Problem => The number of lines containing "letter" is the only answer wanted; work it out from the entries below.

[Start of section]

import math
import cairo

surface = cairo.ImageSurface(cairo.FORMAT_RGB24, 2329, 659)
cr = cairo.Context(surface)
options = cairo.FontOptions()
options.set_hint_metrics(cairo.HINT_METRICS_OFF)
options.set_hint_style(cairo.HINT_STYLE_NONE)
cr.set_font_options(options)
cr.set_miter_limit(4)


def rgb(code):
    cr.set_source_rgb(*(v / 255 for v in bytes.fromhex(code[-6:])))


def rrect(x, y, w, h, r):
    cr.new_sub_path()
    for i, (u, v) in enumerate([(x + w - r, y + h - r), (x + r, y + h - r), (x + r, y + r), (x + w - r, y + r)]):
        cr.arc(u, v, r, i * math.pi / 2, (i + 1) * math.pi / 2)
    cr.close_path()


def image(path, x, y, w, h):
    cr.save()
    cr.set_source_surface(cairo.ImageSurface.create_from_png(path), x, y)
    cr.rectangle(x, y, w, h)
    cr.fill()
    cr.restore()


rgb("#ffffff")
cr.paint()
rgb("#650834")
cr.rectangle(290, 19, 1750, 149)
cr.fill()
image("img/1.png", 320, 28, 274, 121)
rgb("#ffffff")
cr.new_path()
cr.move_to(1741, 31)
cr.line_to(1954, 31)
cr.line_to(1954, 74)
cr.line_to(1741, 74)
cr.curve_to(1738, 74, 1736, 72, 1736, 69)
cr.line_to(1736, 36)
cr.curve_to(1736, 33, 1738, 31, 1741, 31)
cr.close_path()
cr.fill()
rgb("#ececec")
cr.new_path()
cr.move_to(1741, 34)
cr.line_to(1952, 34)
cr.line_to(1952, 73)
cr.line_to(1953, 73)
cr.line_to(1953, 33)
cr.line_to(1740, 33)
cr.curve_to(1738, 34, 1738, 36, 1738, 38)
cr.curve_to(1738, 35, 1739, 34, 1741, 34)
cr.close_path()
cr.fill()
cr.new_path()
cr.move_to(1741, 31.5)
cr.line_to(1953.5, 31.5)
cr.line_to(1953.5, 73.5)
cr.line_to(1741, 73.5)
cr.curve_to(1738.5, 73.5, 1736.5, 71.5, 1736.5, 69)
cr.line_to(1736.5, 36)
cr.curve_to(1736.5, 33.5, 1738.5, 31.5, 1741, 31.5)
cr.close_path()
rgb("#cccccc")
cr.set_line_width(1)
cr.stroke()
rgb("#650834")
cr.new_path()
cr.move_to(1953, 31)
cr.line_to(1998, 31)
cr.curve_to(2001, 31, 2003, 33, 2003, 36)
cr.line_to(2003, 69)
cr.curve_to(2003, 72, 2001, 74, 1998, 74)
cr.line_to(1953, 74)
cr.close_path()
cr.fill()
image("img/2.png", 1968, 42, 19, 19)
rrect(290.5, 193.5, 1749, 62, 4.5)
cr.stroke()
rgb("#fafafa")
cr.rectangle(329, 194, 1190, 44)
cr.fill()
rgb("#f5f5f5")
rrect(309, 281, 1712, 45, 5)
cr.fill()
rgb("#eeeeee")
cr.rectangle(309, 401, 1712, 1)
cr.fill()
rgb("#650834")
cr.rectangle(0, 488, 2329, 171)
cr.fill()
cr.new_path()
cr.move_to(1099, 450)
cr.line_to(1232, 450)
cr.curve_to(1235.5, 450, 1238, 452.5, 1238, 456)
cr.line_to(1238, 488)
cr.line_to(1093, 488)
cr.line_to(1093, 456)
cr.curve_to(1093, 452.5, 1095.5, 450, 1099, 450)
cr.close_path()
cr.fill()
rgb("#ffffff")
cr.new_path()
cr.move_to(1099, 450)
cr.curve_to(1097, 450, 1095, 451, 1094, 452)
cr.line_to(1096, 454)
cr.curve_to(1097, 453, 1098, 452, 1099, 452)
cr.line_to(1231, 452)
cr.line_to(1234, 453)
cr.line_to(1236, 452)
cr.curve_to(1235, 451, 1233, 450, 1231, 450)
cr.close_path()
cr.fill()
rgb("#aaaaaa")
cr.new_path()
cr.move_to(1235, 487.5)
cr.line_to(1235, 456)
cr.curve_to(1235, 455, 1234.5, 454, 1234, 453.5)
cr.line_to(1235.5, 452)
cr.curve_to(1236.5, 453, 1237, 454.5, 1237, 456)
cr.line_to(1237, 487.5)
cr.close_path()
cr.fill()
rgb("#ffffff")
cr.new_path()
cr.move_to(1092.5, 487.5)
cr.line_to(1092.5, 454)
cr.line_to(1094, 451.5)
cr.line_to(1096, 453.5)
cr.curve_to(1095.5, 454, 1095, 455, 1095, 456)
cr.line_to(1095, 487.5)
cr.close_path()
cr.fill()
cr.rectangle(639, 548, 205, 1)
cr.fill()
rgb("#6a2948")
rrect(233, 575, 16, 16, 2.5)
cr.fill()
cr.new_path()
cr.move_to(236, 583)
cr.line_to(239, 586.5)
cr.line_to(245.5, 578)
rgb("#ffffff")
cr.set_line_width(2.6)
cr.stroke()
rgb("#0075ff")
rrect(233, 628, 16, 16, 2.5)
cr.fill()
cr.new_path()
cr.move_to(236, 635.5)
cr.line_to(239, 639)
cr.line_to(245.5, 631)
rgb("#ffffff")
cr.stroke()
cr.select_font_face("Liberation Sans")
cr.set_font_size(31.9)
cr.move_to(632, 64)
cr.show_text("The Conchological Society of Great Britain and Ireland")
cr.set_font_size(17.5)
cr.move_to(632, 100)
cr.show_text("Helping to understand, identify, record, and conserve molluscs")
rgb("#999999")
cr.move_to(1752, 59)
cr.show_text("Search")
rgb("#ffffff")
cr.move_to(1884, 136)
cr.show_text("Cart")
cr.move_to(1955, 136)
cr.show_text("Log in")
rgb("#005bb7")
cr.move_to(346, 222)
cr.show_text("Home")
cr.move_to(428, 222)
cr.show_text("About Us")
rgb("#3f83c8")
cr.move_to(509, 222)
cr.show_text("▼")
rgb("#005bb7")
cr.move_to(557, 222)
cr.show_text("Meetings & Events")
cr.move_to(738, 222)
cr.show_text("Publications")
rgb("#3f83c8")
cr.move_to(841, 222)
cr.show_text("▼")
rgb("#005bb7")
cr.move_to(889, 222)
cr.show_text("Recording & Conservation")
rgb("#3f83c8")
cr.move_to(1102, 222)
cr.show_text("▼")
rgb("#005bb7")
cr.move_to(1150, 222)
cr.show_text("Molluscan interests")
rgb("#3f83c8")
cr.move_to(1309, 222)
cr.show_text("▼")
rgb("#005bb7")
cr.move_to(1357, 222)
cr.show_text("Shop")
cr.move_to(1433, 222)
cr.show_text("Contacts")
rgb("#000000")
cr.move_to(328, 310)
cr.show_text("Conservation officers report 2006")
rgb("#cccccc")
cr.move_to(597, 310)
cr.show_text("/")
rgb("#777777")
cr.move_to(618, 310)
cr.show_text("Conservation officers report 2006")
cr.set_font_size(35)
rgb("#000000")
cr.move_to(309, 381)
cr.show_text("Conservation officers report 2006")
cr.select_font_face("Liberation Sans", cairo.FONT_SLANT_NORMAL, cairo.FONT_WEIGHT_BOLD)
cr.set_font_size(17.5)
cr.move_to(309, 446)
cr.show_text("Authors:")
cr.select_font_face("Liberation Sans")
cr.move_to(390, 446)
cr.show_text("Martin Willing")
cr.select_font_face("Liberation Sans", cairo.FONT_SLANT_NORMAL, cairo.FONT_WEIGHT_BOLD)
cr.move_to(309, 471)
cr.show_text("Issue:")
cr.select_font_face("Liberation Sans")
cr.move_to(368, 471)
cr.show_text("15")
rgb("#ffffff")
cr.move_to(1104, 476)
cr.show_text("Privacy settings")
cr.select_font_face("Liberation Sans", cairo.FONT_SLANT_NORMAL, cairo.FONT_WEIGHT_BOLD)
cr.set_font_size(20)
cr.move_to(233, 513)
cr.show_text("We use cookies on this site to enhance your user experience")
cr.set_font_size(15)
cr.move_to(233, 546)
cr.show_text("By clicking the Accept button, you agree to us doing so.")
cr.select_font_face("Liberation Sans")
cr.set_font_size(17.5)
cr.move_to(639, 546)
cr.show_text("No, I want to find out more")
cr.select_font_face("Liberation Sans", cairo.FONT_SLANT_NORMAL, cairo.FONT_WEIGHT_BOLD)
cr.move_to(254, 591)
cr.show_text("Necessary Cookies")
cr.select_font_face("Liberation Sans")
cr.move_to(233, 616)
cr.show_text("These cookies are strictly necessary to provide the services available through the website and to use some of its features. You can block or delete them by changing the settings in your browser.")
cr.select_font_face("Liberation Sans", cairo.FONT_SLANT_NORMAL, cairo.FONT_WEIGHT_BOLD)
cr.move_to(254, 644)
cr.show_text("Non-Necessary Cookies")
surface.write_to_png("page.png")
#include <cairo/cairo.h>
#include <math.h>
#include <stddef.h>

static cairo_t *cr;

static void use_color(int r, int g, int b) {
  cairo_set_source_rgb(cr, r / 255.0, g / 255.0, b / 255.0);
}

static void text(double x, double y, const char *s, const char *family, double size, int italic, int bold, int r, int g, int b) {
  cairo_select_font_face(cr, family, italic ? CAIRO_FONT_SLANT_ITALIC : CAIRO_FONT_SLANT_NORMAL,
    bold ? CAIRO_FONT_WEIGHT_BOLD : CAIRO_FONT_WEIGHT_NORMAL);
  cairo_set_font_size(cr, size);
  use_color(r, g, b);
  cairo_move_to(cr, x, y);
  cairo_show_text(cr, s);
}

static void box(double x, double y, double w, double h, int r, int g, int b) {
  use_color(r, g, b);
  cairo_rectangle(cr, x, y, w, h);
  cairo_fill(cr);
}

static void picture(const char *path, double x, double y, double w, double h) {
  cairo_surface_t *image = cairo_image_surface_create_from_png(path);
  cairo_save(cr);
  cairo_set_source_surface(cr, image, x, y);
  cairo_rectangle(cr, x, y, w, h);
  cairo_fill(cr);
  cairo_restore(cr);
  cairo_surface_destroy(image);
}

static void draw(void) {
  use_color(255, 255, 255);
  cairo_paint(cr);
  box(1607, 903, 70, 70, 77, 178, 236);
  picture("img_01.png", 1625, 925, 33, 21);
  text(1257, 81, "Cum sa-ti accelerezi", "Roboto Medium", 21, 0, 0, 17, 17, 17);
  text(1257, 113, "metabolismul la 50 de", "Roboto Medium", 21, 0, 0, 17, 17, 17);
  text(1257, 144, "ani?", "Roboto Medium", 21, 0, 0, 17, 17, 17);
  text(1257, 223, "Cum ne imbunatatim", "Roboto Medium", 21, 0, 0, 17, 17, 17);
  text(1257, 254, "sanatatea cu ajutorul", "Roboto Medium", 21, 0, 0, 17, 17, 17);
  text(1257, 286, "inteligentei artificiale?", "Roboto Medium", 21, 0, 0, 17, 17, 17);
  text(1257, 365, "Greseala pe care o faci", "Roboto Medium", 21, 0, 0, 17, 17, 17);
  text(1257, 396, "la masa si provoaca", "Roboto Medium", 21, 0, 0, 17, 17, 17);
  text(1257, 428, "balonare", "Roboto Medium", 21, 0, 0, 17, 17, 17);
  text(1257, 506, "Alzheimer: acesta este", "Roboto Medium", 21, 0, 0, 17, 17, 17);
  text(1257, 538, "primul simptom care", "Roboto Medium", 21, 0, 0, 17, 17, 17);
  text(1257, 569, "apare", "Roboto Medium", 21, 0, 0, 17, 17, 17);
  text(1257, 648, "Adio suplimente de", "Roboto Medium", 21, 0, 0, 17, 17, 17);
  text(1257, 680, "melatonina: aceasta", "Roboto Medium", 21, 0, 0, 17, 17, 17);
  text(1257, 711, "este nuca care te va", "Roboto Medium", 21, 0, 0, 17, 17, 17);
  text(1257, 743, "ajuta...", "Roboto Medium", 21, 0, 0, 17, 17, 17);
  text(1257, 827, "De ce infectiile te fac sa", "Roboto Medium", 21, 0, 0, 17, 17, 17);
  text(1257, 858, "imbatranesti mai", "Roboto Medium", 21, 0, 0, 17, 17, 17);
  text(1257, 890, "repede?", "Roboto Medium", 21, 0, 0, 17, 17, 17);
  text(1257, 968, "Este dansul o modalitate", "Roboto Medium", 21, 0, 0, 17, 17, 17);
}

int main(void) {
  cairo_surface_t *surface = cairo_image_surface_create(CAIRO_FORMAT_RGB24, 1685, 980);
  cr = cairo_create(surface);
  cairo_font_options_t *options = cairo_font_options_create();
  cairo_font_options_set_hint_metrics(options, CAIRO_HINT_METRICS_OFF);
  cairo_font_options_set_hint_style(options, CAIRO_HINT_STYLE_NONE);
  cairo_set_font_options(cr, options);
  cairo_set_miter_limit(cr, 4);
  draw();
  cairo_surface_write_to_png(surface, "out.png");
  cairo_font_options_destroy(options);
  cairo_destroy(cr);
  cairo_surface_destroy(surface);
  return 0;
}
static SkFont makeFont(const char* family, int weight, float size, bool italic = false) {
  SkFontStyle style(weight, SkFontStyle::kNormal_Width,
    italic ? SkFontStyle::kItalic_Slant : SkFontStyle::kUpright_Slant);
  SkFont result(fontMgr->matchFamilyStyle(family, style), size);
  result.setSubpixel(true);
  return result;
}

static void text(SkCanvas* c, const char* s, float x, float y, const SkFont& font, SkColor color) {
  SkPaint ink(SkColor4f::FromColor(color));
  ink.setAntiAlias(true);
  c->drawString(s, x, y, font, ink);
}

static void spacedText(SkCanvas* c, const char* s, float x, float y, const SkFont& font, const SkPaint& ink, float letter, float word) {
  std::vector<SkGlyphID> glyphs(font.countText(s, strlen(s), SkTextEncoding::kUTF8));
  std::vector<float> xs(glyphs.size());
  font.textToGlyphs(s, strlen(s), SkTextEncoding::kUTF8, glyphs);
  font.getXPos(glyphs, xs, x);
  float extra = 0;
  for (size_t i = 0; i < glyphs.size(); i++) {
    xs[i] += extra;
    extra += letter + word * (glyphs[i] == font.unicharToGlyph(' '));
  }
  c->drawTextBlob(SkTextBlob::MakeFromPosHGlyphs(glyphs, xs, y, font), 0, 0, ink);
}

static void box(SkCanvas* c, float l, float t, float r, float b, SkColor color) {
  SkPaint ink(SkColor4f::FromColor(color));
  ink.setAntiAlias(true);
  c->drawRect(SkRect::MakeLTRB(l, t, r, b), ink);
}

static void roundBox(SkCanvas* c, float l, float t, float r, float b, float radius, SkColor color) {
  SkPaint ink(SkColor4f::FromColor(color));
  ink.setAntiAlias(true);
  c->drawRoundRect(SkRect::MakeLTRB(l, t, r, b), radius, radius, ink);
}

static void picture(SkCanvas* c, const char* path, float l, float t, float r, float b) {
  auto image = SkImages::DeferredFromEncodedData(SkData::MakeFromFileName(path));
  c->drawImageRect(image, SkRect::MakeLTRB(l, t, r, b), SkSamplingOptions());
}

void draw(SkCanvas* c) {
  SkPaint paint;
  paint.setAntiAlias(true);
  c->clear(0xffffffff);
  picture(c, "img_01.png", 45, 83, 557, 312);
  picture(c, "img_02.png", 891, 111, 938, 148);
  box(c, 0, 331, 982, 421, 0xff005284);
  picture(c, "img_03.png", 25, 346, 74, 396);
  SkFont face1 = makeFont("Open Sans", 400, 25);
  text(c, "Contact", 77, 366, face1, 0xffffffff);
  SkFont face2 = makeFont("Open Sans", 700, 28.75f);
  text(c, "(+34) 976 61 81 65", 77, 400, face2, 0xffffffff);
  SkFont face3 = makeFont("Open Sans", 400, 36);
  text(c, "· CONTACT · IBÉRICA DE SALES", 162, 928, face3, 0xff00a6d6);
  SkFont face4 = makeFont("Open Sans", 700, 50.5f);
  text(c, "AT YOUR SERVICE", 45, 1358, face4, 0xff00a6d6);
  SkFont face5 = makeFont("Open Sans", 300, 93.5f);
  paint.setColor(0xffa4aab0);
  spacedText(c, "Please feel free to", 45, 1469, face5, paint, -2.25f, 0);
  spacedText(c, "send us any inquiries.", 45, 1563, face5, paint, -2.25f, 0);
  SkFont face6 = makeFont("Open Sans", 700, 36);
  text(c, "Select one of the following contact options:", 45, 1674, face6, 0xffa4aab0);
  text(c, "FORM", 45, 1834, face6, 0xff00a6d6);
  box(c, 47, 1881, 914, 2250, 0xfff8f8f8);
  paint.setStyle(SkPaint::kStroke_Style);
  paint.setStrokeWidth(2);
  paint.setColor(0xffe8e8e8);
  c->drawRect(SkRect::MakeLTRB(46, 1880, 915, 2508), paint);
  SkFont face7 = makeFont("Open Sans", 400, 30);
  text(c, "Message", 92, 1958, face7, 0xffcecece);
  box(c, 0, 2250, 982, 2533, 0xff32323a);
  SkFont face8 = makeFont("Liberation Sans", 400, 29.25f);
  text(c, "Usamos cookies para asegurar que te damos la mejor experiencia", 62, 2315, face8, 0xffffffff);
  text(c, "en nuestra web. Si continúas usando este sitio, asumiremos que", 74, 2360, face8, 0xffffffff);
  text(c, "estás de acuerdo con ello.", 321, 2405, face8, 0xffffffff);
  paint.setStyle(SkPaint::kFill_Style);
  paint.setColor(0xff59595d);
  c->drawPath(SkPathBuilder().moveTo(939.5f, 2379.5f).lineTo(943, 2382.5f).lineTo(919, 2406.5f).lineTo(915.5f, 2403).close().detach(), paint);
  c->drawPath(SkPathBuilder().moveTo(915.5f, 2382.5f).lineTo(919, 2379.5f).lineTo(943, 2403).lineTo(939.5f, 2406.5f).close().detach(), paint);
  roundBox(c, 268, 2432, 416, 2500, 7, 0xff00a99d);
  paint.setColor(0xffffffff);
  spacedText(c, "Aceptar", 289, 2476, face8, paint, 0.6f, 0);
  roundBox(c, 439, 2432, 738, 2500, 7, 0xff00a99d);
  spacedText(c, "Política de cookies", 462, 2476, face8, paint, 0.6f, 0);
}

[End of section]

Task response => 2